Collective-site sales suitable for low, medium and high-density development increased six-fold over the past five years, recording 17.8% of disclosed total sales (by value) in 2016/17.

Knight Frank’s September 2017 market insight, Collective Sales for Residential Development, found that this has been both horizontally and vertically, which meant that multiple homeowners grouped together to form residential super-lots, while owners of individual apartments and office suites simultaneously leveraged recent legislation changes and re-zoned growth corridors.

Knight Frank head of residential research Michelle Ciesielski said foreign buyers represented only 21% of collective sales in 2012/13, but by 2016/17 that number had risen to 62% .

“Within these collective sales purchased by foreign buyers in the last year, 53.6% were for horizontal sites and 8.4% for vertical sales,” Ciesielski said.

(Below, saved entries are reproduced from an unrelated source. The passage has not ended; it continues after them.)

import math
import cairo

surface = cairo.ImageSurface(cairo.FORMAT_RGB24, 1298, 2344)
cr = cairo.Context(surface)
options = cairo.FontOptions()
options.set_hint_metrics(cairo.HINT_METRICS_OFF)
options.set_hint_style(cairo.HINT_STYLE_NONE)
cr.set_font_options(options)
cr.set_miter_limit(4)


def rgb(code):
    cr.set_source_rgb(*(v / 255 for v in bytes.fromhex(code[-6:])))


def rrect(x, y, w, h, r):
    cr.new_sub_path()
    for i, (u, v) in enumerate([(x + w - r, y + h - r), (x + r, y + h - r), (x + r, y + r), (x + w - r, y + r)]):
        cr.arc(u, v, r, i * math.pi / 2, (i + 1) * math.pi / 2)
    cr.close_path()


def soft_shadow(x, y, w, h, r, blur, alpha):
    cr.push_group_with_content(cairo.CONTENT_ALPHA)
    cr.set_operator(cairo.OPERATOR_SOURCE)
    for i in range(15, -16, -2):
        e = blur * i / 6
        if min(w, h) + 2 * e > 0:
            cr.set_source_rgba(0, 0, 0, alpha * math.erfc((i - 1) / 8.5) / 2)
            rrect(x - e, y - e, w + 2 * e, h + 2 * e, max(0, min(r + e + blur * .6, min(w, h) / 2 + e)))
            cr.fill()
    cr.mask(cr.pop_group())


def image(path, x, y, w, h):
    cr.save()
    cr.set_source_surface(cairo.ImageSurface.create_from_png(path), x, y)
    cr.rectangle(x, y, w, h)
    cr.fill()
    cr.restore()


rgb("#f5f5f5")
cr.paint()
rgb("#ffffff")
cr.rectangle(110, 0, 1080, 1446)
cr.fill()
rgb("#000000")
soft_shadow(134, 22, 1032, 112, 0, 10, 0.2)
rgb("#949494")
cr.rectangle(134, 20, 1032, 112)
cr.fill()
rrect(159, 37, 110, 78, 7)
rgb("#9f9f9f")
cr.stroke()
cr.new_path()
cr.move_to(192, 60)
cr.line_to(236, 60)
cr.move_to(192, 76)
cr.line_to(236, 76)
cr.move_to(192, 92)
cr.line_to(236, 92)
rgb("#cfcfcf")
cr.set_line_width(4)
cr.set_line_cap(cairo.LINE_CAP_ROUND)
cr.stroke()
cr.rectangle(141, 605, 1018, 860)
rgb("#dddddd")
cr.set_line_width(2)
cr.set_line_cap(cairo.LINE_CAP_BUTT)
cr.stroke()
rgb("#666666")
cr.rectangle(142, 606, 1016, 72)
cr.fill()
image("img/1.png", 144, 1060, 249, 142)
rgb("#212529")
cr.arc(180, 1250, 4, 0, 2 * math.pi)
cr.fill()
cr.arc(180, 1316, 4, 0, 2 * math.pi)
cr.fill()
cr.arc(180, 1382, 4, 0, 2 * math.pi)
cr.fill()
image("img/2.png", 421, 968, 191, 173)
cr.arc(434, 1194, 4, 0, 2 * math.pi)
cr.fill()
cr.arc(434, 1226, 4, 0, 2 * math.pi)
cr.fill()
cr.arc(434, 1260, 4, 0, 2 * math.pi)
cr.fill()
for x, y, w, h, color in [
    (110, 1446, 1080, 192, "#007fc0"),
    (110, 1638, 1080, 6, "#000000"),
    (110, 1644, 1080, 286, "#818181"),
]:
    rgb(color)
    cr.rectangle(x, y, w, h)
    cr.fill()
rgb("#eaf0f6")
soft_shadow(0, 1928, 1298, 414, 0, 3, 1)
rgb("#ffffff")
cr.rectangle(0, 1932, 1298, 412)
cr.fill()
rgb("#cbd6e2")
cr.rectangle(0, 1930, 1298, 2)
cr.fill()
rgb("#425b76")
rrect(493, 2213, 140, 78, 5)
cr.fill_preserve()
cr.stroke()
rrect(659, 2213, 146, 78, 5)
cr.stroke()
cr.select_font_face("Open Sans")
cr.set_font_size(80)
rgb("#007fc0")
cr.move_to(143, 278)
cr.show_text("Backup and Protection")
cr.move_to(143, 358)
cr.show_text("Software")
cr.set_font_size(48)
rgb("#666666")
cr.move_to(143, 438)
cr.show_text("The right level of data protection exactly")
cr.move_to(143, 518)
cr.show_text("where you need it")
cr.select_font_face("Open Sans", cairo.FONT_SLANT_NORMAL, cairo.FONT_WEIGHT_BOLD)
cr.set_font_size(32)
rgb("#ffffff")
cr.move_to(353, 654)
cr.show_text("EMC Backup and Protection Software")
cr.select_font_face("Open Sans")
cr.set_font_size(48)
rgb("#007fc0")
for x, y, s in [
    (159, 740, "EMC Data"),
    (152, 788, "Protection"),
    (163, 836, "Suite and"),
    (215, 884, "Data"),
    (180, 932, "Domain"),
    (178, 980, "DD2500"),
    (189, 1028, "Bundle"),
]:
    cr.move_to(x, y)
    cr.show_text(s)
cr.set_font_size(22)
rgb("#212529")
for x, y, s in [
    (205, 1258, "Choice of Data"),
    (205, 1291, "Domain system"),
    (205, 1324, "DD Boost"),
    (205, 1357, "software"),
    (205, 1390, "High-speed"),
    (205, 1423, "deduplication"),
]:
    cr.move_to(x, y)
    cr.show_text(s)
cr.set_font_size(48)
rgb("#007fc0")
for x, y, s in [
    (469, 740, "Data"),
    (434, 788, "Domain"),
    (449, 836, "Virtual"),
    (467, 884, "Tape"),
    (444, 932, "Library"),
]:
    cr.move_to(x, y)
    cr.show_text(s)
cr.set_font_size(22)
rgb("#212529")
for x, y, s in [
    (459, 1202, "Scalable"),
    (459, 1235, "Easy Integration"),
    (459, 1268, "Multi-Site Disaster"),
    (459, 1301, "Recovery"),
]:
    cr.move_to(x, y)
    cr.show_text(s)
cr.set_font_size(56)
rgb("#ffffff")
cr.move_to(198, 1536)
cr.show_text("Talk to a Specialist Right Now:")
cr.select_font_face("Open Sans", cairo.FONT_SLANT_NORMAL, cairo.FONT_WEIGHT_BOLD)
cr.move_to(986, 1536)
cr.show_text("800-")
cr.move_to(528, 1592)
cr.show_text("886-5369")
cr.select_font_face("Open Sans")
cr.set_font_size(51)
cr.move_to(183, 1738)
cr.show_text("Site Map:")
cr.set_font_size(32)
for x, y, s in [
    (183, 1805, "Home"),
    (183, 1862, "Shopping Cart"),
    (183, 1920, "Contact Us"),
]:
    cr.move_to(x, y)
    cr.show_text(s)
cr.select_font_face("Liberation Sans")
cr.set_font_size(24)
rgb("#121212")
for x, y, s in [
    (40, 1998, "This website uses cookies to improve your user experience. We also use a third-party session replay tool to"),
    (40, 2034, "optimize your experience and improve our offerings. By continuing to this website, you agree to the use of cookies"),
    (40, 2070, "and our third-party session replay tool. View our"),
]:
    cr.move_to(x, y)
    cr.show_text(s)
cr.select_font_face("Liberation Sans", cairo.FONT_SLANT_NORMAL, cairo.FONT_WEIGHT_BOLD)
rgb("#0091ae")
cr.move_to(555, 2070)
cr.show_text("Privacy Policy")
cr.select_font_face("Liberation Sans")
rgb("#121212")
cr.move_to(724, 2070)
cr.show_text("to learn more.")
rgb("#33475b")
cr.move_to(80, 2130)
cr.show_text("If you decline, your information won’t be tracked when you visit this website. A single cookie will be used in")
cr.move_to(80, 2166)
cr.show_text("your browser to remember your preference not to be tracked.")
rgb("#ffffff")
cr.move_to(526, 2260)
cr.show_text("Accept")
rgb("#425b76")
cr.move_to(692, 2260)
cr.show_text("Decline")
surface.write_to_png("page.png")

“Vertical site sales have been more prevalent in New South Wales since new legislation for strata properties came into operation.

“At this stage, despite lengthy consideration, no other State or Territory Governments have introduced this change,” Ciesielski said.

The share of NSW vertical collective-site sales suitable for higher density grew to $228.3 million (8.1%) in 2016/17, when compared against the total volume of disclosed higher density residential sites sold.

This followed the reformed legislation coming into operation on 30 November 2016, after representing 2.3% a year earlier.

“Despite significant growth in apartment values, developers are taking a longer term view when purchasing NSW collective vertical sites. However as yet, this isn’t the trend emerging out of Victoria,” Ms Ciesielski said

According to Residex, the median value of established apartments in greater Melbourne has increased by 13.5% since since July 1, 2015.

As a result, collective vertical sales in Victoria recorded a share of only 1% in 2016/17 — tallying at $18.5 million.

This was down from a year earlier with a 2.5% share ($39.7 million) in 2015/16.

“With this reform, many more potential development sites have the ability to be unlocked across Greater Sydney,” Ciesielski said.